We looked at the -- when you do the analysis, 2 things, we looked at what the systems were commonly deployed, a flow rate, the average population served with CapEx. And then we calculated the amount of waste stream. And we looked at the average cost to treat waste, and we also looked at the average cost to transport waste, okay? And we built a model, okay?
And so in our system, for a small system for a small community, to replace the module or the carbon replacement for carbon system, you're going to spend something like $21,600. And that's for the AEC. The carbon system would be 2.5x that number, almost $50,000. Our disposal of $3 a pound is $413. The disposal for 14,000 pounds of carbon, maybe 40 -- roughly $45,000. $400 versus $45,000, okay? So it's that kind of analysis.
And then when you look at a bigger system, right, capital cost is probably in the $4 million to $8 million range. Placing a carbon module, right, for large carbon systems to handle that kind of flow rate is about $300,000. Ours would cost about $6,000. We produced the waste stream of carbon. That's 540,000 pounds of waste, right, to destroy that. Call it and destroy it. It'd be about $3 million, $3 million, okay? Ours is about -- estimated disposal for our system is -- and then the estimated disposal for that 540,000 is $1.6 million.
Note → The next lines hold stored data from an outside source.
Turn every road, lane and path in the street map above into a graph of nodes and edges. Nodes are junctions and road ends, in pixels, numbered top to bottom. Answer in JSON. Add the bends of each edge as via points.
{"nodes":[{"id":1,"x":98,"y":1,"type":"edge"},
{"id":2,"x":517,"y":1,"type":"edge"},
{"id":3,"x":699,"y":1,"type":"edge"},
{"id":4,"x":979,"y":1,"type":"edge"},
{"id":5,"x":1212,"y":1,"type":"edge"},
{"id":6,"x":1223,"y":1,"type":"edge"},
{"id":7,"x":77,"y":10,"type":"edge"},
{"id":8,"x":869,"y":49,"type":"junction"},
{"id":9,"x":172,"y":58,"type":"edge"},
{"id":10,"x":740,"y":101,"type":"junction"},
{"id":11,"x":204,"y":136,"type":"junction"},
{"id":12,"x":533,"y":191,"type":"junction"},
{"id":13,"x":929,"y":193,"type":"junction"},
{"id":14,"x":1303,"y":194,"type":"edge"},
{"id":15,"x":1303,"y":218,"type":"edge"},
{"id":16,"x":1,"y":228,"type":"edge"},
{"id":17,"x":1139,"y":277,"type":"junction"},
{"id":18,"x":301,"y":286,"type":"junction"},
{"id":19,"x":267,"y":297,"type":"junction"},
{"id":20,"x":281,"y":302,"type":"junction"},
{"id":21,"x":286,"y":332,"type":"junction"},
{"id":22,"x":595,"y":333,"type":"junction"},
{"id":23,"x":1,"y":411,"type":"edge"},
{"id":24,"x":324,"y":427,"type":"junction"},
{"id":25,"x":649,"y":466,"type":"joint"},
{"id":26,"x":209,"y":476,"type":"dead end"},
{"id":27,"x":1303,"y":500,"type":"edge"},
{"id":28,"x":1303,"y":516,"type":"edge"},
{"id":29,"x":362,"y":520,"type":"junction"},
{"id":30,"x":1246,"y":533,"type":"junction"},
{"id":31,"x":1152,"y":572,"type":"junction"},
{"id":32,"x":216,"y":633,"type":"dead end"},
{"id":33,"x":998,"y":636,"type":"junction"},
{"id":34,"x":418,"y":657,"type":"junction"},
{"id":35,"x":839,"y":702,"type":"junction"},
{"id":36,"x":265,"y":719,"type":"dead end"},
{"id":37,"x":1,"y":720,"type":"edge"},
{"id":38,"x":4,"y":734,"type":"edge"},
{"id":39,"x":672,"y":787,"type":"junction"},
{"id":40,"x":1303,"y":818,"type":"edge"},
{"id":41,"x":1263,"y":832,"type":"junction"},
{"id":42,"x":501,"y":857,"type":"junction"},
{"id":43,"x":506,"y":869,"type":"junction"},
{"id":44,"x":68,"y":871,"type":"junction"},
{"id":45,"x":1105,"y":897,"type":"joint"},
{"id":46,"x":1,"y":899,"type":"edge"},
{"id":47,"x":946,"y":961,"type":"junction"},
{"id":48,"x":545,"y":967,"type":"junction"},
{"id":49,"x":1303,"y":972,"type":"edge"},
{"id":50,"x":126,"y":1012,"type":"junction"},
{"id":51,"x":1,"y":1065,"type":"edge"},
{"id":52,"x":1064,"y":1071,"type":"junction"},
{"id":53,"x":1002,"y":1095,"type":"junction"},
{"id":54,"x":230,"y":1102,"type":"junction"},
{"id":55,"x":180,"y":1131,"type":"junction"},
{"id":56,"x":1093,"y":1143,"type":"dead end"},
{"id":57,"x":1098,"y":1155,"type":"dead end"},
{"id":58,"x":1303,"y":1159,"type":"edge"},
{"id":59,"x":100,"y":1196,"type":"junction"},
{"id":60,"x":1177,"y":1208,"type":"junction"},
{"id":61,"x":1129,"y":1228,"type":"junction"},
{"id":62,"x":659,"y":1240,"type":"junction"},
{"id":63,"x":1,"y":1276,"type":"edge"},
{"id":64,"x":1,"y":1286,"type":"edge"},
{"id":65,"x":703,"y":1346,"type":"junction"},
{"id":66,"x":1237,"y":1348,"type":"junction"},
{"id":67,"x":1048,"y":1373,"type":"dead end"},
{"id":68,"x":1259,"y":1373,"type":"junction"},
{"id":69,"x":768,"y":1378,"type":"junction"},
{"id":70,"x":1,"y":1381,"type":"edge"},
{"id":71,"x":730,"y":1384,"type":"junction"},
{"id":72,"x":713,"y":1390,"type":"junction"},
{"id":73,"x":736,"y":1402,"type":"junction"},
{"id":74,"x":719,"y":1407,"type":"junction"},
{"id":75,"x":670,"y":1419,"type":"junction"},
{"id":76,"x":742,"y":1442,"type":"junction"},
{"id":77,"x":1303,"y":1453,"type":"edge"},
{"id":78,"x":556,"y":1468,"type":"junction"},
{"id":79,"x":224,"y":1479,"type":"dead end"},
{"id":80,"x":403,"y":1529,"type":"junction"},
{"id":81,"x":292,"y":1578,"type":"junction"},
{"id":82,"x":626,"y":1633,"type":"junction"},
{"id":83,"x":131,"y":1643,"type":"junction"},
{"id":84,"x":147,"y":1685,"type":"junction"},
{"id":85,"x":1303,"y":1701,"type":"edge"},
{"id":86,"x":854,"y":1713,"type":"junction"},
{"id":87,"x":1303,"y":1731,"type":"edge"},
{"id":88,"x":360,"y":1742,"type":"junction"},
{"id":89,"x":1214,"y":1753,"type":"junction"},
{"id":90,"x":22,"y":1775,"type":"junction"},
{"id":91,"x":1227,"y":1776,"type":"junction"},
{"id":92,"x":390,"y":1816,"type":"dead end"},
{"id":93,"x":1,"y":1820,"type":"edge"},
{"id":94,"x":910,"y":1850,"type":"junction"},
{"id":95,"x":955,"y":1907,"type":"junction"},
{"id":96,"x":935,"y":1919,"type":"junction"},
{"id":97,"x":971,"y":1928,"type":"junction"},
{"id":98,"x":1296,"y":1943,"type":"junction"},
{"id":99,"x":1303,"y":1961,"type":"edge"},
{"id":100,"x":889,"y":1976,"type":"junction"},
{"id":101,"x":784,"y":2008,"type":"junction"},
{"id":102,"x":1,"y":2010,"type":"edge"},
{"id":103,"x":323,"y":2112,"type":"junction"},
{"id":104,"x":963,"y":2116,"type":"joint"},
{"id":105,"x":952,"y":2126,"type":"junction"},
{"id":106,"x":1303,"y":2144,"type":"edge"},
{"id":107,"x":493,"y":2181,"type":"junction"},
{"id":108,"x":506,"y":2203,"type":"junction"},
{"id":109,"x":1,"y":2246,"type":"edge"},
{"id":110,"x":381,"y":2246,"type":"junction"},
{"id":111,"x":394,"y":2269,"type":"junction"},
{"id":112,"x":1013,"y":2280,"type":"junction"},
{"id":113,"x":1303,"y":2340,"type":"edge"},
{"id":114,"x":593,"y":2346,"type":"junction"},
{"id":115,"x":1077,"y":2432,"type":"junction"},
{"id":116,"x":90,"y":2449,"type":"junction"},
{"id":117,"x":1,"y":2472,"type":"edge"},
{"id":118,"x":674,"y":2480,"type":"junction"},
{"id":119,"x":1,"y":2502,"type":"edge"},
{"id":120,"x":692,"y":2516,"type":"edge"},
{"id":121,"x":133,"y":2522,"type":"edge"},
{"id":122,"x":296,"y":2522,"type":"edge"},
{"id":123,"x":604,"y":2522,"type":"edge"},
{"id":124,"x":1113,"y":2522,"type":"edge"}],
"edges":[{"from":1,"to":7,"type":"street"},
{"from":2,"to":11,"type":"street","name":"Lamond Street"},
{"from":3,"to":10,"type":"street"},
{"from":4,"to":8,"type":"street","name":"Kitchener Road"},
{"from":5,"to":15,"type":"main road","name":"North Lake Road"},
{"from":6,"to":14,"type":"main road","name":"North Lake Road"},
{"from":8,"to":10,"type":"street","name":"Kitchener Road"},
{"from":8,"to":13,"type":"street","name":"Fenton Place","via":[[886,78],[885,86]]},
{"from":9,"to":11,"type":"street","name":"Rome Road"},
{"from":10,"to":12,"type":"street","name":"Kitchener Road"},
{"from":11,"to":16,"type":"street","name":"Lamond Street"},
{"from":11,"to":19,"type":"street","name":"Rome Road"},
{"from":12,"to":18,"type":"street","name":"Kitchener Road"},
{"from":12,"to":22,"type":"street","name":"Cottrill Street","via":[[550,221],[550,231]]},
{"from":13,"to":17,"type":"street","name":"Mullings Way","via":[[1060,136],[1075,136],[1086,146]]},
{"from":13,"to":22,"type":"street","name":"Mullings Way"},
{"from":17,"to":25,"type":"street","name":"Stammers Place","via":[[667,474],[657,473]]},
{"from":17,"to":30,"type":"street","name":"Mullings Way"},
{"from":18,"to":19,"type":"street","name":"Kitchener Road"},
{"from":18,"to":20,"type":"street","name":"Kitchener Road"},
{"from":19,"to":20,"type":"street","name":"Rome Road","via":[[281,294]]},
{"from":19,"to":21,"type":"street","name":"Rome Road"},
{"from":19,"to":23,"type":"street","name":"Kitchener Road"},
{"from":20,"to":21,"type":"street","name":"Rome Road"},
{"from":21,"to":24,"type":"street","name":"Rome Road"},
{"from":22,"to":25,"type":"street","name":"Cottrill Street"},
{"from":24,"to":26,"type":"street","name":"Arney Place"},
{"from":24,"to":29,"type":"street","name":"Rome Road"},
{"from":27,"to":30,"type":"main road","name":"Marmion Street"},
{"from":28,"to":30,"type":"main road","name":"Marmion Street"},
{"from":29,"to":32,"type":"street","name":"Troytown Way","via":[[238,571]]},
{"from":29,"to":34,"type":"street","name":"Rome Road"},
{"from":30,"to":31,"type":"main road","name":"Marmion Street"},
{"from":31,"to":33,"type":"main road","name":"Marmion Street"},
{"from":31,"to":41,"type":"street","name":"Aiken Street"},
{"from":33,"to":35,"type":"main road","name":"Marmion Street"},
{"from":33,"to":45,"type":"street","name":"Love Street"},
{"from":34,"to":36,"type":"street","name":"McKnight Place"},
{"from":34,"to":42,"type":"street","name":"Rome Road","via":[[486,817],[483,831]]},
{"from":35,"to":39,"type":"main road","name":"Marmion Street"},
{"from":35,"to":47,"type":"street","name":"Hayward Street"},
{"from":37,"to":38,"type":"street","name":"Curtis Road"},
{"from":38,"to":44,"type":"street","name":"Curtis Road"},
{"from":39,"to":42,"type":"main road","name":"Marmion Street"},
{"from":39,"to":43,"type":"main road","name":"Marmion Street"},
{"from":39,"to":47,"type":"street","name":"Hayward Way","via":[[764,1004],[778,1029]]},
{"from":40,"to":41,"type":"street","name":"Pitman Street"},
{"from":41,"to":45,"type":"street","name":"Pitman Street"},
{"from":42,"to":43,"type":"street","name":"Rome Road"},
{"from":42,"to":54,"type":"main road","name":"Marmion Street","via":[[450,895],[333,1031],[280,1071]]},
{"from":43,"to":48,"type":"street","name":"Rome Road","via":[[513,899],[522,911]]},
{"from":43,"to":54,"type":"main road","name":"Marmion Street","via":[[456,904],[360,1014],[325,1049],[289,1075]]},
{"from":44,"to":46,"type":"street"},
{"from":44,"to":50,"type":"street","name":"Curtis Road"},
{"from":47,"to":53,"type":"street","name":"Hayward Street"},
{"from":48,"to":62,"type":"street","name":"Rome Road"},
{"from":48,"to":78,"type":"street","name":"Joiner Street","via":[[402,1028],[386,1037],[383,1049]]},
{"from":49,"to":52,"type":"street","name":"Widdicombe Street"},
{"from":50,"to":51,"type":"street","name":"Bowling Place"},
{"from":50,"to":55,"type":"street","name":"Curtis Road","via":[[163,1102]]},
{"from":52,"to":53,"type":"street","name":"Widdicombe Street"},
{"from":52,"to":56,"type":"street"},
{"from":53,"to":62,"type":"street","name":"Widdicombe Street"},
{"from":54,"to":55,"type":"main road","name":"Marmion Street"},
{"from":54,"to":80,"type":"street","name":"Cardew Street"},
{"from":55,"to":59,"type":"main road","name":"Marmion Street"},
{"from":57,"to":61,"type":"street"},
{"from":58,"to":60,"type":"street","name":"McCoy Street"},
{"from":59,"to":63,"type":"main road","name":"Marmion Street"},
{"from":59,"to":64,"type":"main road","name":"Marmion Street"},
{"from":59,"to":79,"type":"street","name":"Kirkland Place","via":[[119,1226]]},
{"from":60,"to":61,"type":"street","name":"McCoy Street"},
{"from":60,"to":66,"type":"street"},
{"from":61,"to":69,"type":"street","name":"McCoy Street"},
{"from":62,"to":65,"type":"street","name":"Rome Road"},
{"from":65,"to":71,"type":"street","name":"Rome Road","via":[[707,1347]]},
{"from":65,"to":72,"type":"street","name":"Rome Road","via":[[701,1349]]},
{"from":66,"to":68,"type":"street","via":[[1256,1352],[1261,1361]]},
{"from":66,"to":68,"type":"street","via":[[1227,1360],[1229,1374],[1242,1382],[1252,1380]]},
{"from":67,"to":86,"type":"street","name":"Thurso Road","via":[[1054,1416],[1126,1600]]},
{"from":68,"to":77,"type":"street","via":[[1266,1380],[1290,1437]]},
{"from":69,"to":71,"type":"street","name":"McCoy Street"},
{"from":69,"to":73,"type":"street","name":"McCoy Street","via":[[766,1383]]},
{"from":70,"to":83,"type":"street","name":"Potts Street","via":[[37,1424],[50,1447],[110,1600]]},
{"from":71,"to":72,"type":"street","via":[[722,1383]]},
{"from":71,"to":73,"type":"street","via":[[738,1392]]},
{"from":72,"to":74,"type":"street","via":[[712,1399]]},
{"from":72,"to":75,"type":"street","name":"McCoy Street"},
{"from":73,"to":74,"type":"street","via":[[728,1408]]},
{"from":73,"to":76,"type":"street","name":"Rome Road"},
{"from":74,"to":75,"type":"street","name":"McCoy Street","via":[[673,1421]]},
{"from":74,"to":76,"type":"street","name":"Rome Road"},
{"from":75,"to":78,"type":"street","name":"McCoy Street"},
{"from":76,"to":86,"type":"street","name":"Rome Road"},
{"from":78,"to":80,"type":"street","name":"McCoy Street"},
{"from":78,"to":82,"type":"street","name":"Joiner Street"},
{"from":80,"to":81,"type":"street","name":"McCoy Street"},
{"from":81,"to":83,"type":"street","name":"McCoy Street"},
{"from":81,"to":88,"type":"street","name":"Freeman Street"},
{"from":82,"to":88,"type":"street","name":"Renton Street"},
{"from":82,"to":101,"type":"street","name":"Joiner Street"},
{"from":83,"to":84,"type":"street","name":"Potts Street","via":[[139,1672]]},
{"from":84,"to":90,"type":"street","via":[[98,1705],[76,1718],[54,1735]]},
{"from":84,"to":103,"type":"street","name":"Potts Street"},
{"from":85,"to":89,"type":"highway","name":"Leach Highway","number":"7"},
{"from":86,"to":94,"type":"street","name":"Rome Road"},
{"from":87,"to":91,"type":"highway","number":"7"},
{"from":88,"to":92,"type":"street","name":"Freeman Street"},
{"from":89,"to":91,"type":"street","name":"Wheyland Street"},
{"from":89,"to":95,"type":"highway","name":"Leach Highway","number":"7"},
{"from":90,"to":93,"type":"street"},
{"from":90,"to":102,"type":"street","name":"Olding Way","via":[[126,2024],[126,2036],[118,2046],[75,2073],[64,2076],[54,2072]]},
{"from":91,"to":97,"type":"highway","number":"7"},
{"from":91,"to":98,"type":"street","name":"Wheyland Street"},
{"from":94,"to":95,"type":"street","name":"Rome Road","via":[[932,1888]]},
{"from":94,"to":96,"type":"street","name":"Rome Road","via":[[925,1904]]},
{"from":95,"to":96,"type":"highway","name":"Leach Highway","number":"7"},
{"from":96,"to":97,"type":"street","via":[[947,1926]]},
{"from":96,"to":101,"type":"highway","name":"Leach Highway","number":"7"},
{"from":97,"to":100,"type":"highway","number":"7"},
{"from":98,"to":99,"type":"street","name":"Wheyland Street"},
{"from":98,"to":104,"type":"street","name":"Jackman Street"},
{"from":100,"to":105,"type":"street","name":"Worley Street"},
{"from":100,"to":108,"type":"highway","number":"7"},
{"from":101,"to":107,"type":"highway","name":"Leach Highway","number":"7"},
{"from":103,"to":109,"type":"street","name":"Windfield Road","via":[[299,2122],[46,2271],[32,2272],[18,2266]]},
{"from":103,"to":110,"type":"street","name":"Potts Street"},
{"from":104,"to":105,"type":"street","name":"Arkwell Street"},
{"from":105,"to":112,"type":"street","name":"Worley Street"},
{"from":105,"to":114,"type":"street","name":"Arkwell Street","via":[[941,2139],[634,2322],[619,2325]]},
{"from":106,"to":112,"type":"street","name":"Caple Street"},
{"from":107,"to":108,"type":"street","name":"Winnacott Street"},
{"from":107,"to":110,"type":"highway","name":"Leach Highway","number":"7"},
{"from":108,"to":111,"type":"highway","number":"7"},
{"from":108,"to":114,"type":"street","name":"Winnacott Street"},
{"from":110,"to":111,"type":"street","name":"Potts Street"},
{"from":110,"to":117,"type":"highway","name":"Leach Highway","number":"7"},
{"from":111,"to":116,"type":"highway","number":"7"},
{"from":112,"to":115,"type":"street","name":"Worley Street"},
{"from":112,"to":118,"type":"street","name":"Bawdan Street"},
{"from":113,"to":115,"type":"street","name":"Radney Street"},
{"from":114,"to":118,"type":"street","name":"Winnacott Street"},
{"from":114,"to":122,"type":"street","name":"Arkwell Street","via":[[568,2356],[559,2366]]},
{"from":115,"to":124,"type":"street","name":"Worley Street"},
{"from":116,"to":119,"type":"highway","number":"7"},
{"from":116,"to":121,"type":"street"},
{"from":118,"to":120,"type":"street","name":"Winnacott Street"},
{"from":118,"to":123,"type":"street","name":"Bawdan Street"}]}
So the module replacement when the carbon is spent and the replacement is almost equal to the CapEx when the carbon is spent. That's approximately $4.9 million on a system that costs $4 million to $8 million to build, okay? So then the assumption curve when you look at those numbers, as you calculate the cost to manage the waste stream, if that number continues to climb, the economics swing in our favor dramatically. So again, we said between 400% and 300% savings on the life cycle cost of the system. And we'll try and get some public information out so people can see that in more detail. Again, there's a lot of detail.
Great. Appreciate it. Those are all the questions we have time for today. But thank you very much, Dennis, for the answers and going through this all with us.
Yes. Thanks, everyone, for joining us. And again, stay in touch. Reach out to us at any time, and we appreciate you very much. Keep plugging away.
This concludes today's conference, and you may disconnect your lines at this time. Thank you for your participation.